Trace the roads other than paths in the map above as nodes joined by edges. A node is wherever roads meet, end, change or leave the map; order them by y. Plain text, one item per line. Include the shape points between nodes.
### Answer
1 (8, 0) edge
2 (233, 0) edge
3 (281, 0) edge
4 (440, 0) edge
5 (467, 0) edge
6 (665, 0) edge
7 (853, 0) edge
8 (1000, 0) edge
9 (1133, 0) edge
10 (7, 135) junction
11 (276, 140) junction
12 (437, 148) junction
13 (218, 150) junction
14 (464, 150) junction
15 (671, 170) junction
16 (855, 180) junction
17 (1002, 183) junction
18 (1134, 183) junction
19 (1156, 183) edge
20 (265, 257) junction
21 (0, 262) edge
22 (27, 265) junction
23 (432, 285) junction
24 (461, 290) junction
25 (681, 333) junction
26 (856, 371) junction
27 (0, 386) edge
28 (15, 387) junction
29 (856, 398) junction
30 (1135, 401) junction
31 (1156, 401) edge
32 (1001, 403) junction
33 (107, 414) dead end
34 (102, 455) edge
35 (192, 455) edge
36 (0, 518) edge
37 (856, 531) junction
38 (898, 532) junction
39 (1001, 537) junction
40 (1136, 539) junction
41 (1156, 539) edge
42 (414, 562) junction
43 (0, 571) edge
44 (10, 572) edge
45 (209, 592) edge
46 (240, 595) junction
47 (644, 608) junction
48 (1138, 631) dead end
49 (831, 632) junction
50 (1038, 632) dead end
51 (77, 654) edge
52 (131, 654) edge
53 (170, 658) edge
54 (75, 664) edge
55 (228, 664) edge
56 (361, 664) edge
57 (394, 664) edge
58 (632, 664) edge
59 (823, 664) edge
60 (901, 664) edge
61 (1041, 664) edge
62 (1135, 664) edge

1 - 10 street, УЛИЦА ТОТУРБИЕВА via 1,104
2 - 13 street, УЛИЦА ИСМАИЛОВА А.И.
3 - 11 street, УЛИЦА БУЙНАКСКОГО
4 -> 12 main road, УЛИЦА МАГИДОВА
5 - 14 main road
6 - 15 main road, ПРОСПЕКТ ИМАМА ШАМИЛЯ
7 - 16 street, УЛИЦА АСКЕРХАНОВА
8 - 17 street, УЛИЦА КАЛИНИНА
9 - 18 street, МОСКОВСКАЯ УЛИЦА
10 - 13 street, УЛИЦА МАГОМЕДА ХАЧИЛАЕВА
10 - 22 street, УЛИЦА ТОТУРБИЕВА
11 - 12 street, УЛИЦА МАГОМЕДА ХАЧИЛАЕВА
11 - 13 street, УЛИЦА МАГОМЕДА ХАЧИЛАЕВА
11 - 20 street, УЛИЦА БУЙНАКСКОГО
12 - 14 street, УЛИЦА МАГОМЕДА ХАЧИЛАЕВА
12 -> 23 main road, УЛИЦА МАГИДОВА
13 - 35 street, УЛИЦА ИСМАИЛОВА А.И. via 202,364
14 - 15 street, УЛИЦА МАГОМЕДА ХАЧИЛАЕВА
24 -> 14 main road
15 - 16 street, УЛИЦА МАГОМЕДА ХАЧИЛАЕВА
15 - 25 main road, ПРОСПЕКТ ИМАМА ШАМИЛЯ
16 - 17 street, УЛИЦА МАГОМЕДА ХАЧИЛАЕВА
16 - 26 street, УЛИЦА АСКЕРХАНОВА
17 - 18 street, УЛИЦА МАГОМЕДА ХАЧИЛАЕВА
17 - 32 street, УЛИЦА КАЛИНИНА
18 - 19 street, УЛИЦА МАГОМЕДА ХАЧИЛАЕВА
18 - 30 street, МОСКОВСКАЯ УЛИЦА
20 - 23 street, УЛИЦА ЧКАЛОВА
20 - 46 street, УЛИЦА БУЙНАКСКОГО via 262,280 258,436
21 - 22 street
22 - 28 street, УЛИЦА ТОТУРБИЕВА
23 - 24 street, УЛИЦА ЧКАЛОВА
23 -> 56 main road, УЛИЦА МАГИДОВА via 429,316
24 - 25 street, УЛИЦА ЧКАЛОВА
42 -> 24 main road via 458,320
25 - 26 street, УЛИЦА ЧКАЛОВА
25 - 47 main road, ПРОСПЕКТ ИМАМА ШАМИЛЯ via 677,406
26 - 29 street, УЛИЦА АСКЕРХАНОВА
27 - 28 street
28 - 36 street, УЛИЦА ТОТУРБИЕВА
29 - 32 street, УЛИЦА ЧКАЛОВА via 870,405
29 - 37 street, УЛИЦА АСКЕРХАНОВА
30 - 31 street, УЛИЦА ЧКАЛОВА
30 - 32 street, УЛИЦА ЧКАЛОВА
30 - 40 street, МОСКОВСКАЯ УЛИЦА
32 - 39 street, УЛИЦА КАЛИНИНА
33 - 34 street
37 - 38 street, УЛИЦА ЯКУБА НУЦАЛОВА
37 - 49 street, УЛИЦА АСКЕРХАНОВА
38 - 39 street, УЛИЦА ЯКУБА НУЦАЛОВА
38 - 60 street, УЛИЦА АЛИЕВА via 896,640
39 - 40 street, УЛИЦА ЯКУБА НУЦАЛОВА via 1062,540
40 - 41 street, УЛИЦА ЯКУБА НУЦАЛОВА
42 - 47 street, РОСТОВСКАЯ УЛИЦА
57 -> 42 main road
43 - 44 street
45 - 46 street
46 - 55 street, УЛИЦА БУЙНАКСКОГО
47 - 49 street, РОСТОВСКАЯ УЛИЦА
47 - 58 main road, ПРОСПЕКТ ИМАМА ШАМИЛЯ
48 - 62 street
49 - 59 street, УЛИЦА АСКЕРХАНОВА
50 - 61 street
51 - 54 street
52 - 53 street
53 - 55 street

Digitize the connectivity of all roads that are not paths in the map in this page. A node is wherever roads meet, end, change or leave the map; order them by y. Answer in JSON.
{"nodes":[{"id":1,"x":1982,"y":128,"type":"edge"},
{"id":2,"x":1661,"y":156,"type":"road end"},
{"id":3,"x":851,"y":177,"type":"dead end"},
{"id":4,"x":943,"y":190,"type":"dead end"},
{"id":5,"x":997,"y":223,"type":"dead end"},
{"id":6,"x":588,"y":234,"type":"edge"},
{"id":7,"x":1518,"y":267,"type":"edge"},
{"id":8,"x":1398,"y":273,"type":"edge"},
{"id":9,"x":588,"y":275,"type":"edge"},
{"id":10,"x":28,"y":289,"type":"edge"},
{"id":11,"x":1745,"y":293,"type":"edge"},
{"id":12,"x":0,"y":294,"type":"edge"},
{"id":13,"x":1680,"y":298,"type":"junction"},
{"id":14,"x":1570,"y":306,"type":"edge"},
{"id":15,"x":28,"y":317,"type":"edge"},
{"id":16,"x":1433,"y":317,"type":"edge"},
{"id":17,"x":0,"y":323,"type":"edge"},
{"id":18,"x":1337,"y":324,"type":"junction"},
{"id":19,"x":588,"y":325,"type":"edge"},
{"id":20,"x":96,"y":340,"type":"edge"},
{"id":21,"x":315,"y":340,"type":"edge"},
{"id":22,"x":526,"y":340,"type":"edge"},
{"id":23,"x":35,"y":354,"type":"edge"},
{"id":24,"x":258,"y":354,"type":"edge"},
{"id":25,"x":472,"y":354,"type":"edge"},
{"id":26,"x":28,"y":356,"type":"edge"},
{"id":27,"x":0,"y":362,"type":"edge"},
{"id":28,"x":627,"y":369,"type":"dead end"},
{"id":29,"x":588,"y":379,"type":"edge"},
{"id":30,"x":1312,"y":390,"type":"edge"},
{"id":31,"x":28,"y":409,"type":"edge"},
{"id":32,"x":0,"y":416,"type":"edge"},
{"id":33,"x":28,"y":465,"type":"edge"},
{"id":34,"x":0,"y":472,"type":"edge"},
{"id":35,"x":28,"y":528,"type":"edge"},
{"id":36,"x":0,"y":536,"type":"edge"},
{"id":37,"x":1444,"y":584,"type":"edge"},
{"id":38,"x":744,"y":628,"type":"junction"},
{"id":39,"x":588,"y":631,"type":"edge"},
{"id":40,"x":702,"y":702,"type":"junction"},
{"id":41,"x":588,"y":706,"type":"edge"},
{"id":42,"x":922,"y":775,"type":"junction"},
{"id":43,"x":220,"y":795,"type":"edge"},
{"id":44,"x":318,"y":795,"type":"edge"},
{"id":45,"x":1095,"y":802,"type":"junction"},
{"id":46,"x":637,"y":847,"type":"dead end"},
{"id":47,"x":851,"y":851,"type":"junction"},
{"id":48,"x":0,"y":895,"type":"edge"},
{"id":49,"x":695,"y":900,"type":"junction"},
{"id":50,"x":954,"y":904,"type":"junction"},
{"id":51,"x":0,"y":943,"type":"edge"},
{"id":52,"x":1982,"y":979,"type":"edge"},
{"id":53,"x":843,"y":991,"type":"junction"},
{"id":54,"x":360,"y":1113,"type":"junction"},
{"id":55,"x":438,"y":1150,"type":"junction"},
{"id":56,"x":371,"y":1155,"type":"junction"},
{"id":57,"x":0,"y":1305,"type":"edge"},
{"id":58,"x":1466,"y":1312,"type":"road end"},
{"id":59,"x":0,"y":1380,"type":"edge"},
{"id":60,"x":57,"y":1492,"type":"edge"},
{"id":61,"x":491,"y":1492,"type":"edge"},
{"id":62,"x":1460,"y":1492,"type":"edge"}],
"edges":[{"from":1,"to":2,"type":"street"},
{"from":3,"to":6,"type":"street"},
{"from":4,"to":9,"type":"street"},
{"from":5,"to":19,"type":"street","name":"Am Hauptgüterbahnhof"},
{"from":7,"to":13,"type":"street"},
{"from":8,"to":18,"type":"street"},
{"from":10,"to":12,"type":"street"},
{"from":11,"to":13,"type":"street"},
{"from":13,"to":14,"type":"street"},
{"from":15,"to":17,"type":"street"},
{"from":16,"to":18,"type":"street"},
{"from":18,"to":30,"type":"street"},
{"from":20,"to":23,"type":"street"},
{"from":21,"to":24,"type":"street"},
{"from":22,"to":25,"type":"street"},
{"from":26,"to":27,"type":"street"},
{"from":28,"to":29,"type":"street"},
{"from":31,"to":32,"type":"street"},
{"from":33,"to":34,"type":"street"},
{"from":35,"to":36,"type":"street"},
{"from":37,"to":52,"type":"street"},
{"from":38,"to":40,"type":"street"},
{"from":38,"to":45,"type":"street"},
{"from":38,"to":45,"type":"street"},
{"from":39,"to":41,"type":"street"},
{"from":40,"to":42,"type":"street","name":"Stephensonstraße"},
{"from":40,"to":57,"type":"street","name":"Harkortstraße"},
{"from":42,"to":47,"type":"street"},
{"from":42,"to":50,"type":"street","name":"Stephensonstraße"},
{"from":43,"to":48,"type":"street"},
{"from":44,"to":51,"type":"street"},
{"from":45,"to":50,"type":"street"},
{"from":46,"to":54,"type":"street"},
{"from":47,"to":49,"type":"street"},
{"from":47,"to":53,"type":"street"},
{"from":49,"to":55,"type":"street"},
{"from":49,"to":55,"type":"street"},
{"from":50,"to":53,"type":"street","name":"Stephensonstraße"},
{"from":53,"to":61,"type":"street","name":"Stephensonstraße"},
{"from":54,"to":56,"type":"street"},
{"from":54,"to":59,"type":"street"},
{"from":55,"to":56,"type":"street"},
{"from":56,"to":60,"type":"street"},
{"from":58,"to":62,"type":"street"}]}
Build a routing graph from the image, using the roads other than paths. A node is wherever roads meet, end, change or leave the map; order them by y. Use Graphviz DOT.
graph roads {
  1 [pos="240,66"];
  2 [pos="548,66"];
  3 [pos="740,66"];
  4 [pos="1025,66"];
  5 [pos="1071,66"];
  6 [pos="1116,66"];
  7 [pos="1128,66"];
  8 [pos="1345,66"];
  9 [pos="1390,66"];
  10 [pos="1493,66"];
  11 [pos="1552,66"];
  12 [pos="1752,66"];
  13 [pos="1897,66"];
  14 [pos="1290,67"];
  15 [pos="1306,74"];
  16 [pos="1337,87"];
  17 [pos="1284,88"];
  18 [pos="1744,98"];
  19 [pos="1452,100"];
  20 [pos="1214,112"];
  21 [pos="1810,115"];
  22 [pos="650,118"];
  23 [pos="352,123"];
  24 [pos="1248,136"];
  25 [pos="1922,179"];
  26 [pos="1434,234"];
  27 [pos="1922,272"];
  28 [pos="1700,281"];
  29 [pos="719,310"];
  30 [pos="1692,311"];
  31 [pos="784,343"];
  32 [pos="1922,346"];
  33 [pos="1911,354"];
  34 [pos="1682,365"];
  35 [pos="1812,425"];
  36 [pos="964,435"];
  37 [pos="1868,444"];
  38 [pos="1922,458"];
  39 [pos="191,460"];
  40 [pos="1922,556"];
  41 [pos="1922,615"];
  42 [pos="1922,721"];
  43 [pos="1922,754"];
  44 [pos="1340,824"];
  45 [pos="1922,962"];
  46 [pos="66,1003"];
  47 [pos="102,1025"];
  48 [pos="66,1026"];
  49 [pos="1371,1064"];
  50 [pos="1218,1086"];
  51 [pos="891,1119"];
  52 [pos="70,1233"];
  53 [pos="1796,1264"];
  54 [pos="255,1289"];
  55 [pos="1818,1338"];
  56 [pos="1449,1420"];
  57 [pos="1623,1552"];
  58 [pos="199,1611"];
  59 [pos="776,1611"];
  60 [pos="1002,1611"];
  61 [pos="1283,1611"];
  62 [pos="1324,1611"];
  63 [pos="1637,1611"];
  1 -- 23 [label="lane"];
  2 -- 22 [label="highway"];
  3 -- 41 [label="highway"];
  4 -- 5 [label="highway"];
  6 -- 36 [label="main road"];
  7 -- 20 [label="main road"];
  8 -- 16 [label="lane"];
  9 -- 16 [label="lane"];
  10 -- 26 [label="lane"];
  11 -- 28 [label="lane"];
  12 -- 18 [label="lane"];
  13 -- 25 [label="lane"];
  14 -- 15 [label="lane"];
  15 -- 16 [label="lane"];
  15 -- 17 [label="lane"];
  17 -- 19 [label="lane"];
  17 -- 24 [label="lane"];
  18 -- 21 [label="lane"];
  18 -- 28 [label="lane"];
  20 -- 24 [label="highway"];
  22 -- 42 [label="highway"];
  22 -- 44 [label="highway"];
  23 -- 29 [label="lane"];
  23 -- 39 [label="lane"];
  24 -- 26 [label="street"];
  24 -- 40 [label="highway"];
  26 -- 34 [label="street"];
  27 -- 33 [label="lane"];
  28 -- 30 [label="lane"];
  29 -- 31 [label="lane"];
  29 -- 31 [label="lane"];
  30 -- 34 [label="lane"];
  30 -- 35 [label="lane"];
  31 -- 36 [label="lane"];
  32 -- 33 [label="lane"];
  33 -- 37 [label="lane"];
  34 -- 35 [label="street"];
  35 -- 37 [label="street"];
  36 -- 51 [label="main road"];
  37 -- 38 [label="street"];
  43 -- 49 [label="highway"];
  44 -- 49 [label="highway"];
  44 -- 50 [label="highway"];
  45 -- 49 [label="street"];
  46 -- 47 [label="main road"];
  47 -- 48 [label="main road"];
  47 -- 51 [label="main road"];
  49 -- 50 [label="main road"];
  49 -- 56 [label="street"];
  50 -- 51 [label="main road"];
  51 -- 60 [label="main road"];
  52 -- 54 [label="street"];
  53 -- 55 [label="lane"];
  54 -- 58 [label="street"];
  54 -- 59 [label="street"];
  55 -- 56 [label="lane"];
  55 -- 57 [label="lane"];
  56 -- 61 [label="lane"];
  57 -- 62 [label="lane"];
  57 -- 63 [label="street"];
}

^^^^^^^^

■ **Action item**
Show all lines of the material in which the word "ЯКУБА" can be found.

■ **Solution below**
37 - 38 street, УЛИЦА ЯКУБА НУЦАЛОВА
38 - 39 street, УЛИЦА ЯКУБА НУЦАЛОВА
39 - 40 street, УЛИЦА ЯКУБА НУЦАЛОВА via 1062,540
40 - 41 street, УЛИЦА ЯКУБА НУЦАЛОВА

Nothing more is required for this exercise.